(Beginning of Provided information)

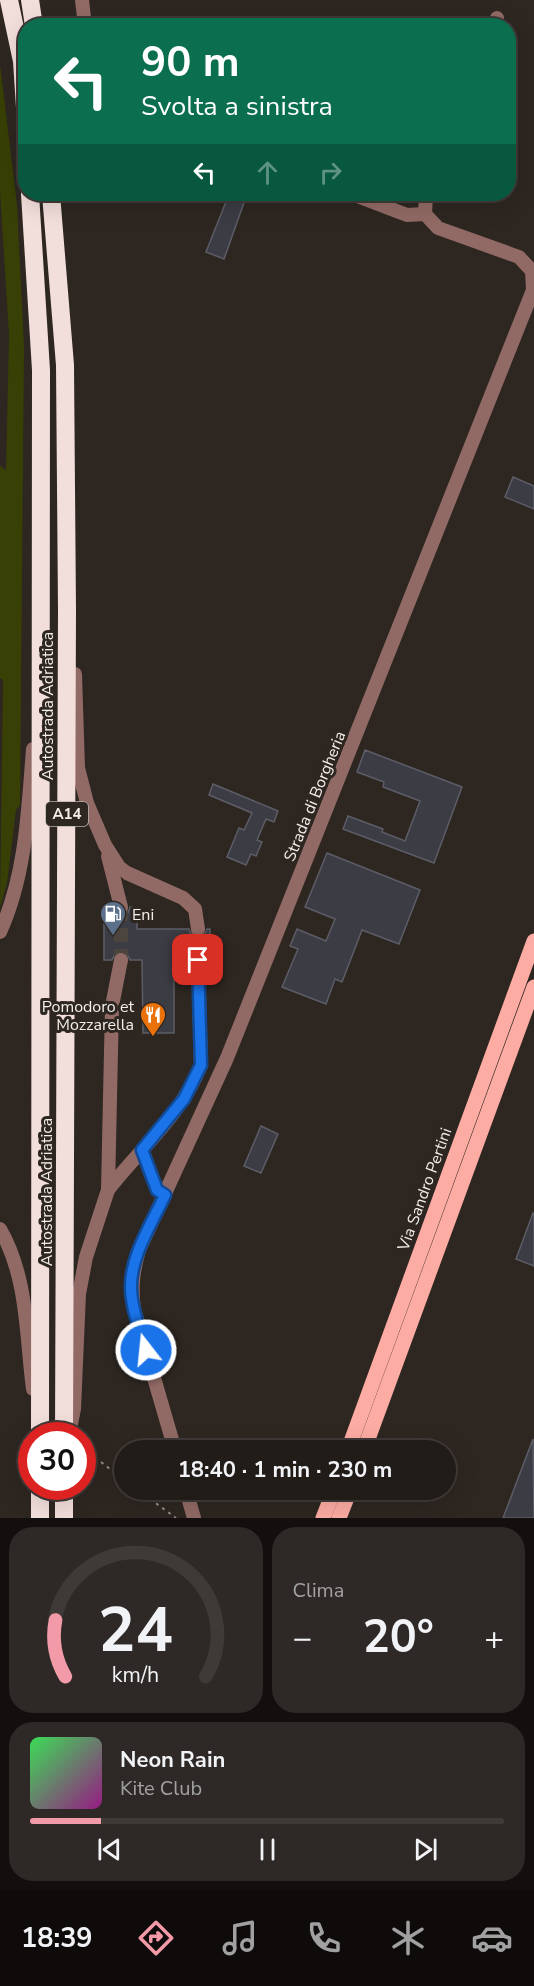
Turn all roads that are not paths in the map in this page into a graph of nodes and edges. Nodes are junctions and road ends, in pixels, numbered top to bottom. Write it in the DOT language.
graph roads {
  1 [pos="9,0"];
  2 [pos="30,0"];
  3 [pos="82,0"];
  4 [pos="33,18"];
  5 [pos="84,18"];
  6 [pos="18,42"];
  7 [pos="30,201"];
  8 [pos="52,201"];
  9 [pos="371,201"];
  10 [pos="426,201"];
  11 [pos="425,214"];
  12 [pos="67,610"];
  13 [pos="42,639"];
  14 [pos="105,846"];
  15 [pos="121,907"];
  16 [pos="198,929"];
  17 [pos="0,932"];
  18 [pos="534,940"];
  19 [pos="121,960"];
  20 [pos="198,960"];
  21 [pos="534,987"];
  22 [pos="142,1150"];
  23 [pos="108,1190"];
  24 [pos="165,1195"];
  25 [pos="0,1228"];
  26 [pos="39,1422"];
  27 [pos="40,1422"];
  28 [pos="64,1422"];
  29 [pos="72,1422"];
  30 [pos="172,1440"];
  31 [pos="352,1440"];
  32 [pos="368,1440"];
  33 [pos="40,1500"];
  34 [pos="64,1500"];
  35 [pos="189,1500"];
  36 [pos="330,1500"];
  37 [pos="346,1500"];
  38 [pos="40,1518"];
  39 [pos="64,1518"];
  40 [pos="194,1518"];
  41 [pos="323,1518"];
  42 [pos="339,1518"];
  1 -- 6 [label="highway"];
  2 -- 4 [label="highway"];
  3 -- 5 [label="street"];
  7 -- 13 [label="highway, Autostrada Adriatica / A14"];
  8 -- 12 [label="highway, Autostrada Adriatica / A14"];
  9 -- 11 [label="street"];
  10 -- 11 [label="street"];
  11 -- 24 [label="street, Strada di Borgheria"];
  12 -- 14 [label="street"];
  12 -- 28 [label="highway, Autostrada Adriatica / A14"];
  13 -- 17 [label="street"];
  13 -- 27 [label="highway, Autostrada Adriatica / A14"];
  14 -- 15 [label="street"];
  14 -- 16 [label="street"];
  18 -- 31 [label="main road, Via Sandro Pertini"];
  19 -- 23 [label="street"];
  20 -- 22 [label="street"];
  21 -- 32 [label="main road, Via Sandro Pertini"];
  22 -- 23 [label="street"];
  22 -- 24 [label="street"];
  23 -- 29 [label="street"];
  24 -- 30 [label="street, Strada di Borgheria"];
  25 -- 26 [label="street"];
  33 -- 38 [label="highway"];
  34 -- 39 [label="highway"];
  35 -- 40 [label="street"];
  36 -- 41 [label="main road"];
  37 -- 42 [label="main road"];
}
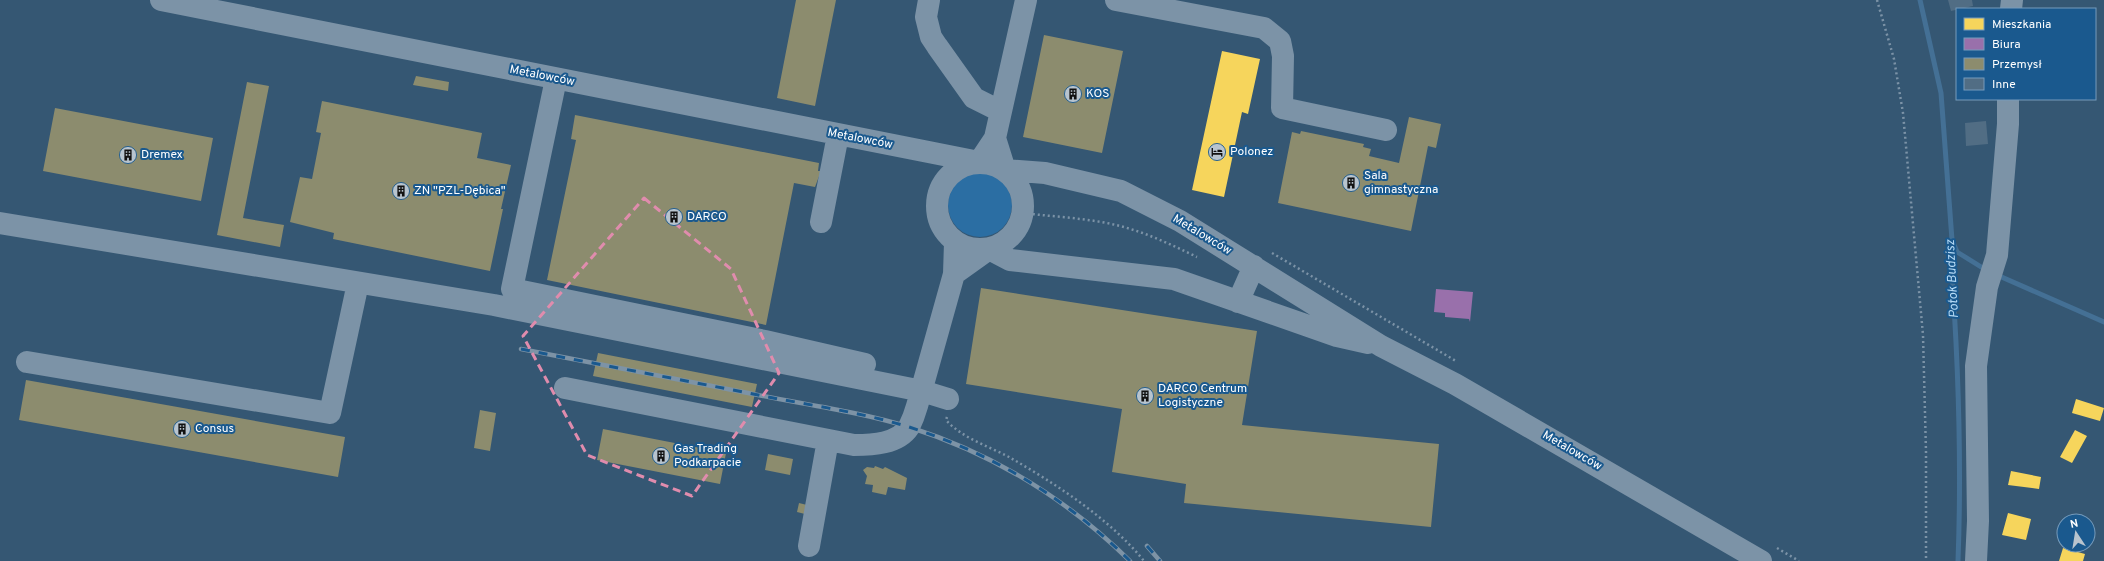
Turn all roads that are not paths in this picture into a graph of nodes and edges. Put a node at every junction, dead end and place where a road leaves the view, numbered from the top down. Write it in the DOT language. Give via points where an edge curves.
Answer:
graph roads {
  1 [pos="161,0"];
  2 [pos="929,0"];
  3 [pos="1026,0"];
  4 [pos="1124,1"];
  5 [pos="556,79"];
  6 [pos="2008,100"];
  7 [pos="1000,112"];
  8 [pos="1386,130"];
  9 [pos="838,135"];
  10 [pos="994,138"];
  11 [pos="923,152"];
  12 [pos="979,162"];
  13 [pos="1005,170"];
  14 [pos="941,185"];
  15 [pos="821,222"];
  16 [pos="0,223"];
  17 [pos="955,242"];
  18 [pos="989,249"];
  19 [pos="1254,266"];
  20 [pos="954,274"];
  21 [pos="358,283"];
  22 [pos="1238,302"];
  23 [pos="1381,346"];
  24 [pos="27,362"];
  25 [pos="923,384"];
  26 [pos="565,388"];
  27 [pos="948,399"];
  28 [pos="828,440"];
  29 [pos="809,546"];
  30 [pos="1761,561"];
  31 [pos="1976,561"];
  1 -- 5 [label="street, Metalowców"];
  2 -- 7 [label="street" via="926,17 931,37 974,98"];
  3 -- 7 [label="street"];
  4 -- 8 [label="street" via="1264,28 1280,41 1283,56 1282,108"];
  5 -- 9 [label="street, Metalowców"];
  5 -- 25 [label="street" via="512,289 765,341"];
  6 -- 31 [label="street" via="1997,255 1987,287 1976,366"];
  7 -- 10 [label="street"];
  9 -- 11 [label="street, Metalowców"];
  9 -- 15 [label="street"];
  10 -- 12 [label="street"];
  10 -- 13 [label="street"];
  11 -- 12 [label="street, Metalowców"];
  11 -- 14 [label="street"];
  12 -- 13 [label="street, Metalowców"];
  12 -- 14 [label="street" via="965,165 952,172"];
  13 -- 18 [label="street, Metalowców" via="1015,180 1022,194 1023,213 1018,227 1008,240"];
  13 -- 19 [label="street, Metalowców" via="1045,173 1121,191 1180,221"];
  14 -- 17 [label="street" via="936,199 937,215 944,231"];
  16 -- 21 [label="street"];
  17 -- 18 [label="street, Metalowców" via="980,250"];
  17 -- 20 [label="street"];
  18 -- 20 [label="street"];
  18 -- 22 [label="street, Metalowców" via="1010,260 1174,279"];
  19 -- 22 [label="street"];
  19 -- 23 [label="street, Metalowców"];
  20 -- 25 [label="street"];
  21 -- 24 [label="street" via="330,413"];
  21 -- 25 [label="street" via="494,305"];
  22 -- 23 [label="street, Metalowców" via="1337,336"];
  23 -- 30 [label="street, Metalowców" via="1455,384"];
  25 -- 27 [label="street"];
  25 -- 28 [label="street" via="909,427 902,434 874,444"];
  26 -- 28 [label="street"];
  28 -- 29 [label="street"];
}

(End of Provided information)

▶ [What the task requires] Return each entry exactly as it appears above, but exclude the pictures.

▶ [Answer box]
Turn all roads that are not paths in the map in this page into a graph of nodes and edges. Nodes are junctions and road ends, in pixels, numbered top to bottom. Write it in the DOT language.
graph roads {
  1 [pos="9,0"];
  2 [pos="30,0"];
  3 [pos="82,0"];
  4 [pos="33,18"];
  5 [pos="84,18"];
  6 [pos="18,42"];
  7 [pos="30,201"];
  8 [pos="52,201"];
  9 [pos="371,201"];
  10 [pos="426,201"];
  11 [pos="425,214"];
  12 [pos="67,610"];
  13 [pos="42,639"];
  14 [pos="105,846"];
  15 [pos="121,907"];
  16 [pos="198,929"];
  17 [pos="0,932"];
  18 [pos="534,940"];
  19 [pos="121,960"];
  20 [pos="198,960"];
  21 [pos="534,987"];
  22 [pos="142,1150"];
  23 [pos="108,1190"];
  24 [pos="165,1195"];
  25 [pos="0,1228"];
  26 [pos="39,1422"];
  27 [pos="40,1422"];
  28 [pos="64,1422"];
  29 [pos="72,1422"];
  30 [pos="172,1440"];
  31 [pos="352,1440"];
  32 [pos="368,1440"];
  33 [pos="40,1500"];
  34 [pos="64,1500"];
  35 [pos="189,1500"];
  36 [pos="330,1500"];
  37 [pos="346,1500"];
  38 [pos="40,1518"];
  39 [pos="64,1518"];
  40 [pos="194,1518"];
  41 [pos="323,1518"];
  42 [pos="339,1518"];
  1 -- 6 [label="highway"];
  2 -- 4 [label="highway"];
  3 -- 5 [label="street"];
  7 -- 13 [label="highway, Autostrada Adriatica / A14"];
  8 -- 12 [label="highway, Autostrada Adriatica / A14"];
  9 -- 11 [label="street"];
  10 -- 11 [label="street"];
  11 -- 24 [label="street, Strada di Borgheria"];
  12 -- 14 [label="street"];
  12 -- 28 [label="highway, Autostrada Adriatica / A14"];
  13 -- 17 [label="street"];
  13 -- 27 [label="highway, Autostrada Adriatica / A14"];
  14 -- 15 [label="street"];
  14 -- 16 [label="street"];
  18 -- 31 [label="main road, Via Sandro Pertini"];
  19 -- 23 [label="street"];
  20 -- 22 [label="street"];
  21 -- 32 [label="main road, Via Sandro Pertini"];
  22 -- 23 [label="street"];
  22 -- 24 [label="street"];
  23 -- 29 [label="street"];
  24 -- 30 [label="street, Strada di Borgheria"];
  25 -- 26 [label="street"];
  33 -- 38 [label="highway"];
  34 -- 39 [label="highway"];
  35 -- 40 [label="street"];
  36 -- 41 [label="main road"];
  37 -- 42 [label="main road"];
}
Turn all roads that are not paths in this picture into a graph of nodes and edges. Put a node at every junction, dead end and place where a road leaves the view, numbered from the top down. Write it in the DOT language. Give via points where an edge curves.
Answer:
graph roads {
  1 [pos="161,0"];
  2 [pos="929,0"];
  3 [pos="1026,0"];
  4 [pos="1124,1"];
  5 [pos="556,79"];
  6 [pos="2008,100"];
  7 [pos="1000,112"];
  8 [pos="1386,130"];
  9 [pos="838,135"];
  10 [pos="994,138"];
  11 [pos="923,152"];
  12 [pos="979,162"];
  13 [pos="1005,170"];
  14 [pos="941,185"];
  15 [pos="821,222"];
  16 [pos="0,223"];
  17 [pos="955,242"];
  18 [pos="989,249"];
  19 [pos="1254,266"];
  20 [pos="954,274"];
  21 [pos="358,283"];
  22 [pos="1238,302"];
  23 [pos="1381,346"];
  24 [pos="27,362"];
  25 [pos="923,384"];
  26 [pos="565,388"];
  27 [pos="948,399"];
  28 [pos="828,440"];
  29 [pos="809,546"];
  30 [pos="1761,561"];
  31 [pos="1976,561"];
  1 -- 5 [label="street, Metalowców"];
  2 -- 7 [label="street" via="926,17 931,37 974,98"];
  3 -- 7 [label="street"];
  4 -- 8 [label="street" via="1264,28 1280,41 1283,56 1282,108"];
  5 -- 9 [label="street, Metalowców"];
  5 -- 25 [label="street" via="512,289 765,341"];
  6 -- 31 [label="street" via="1997,255 1987,287 1976,366"];
  7 -- 10 [label="street"];
  9 -- 11 [label="street, Metalowców"];
  9 -- 15 [label="street"];
  10 -- 12 [label="street"];
  10 -- 13 [label="street"];
  11 -- 12 [label="street, Metalowców"];
  11 -- 14 [label="street"];
  12 -- 13 [label="street, Metalowców"];
  12 -- 14 [label="street" via="965,165 952,172"];
  13 -- 18 [label="street, Metalowców" via="1015,180 1022,194 1023,213 1018,227 1008,240"];
  13 -- 19 [label="street, Metalowców" via="1045,173 1121,191 1180,221"];
  14 -- 17 [label="street" via="936,199 937,215 944,231"];
  16 -- 21 [label="street"];
  17 -- 18 [label="street, Metalowców" via="980,250"];
  17 -- 20 [label="street"];
  18 -- 20 [label="street"];
  18 -- 22 [label="street, Metalowców" via="1010,260 1174,279"];
  19 -- 22 [label="street"];
  19 -- 23 [label="street, Metalowców"];
  20 -- 25 [label="street"];
  21 -- 24 [label="street" via="330,413"];
  21 -- 25 [label="street" via="494,305"];
  22 -- 23 [label="street, Metalowców" via="1337,336"];
  23 -- 30 [label="street, Metalowców" via="1455,384"];
  25 -- 27 [label="street"];
  25 -- 28 [label="street" via="909,427 902,434 874,444"];
  26 -- 28 [label="street"];
  28 -- 29 [label="street"];
}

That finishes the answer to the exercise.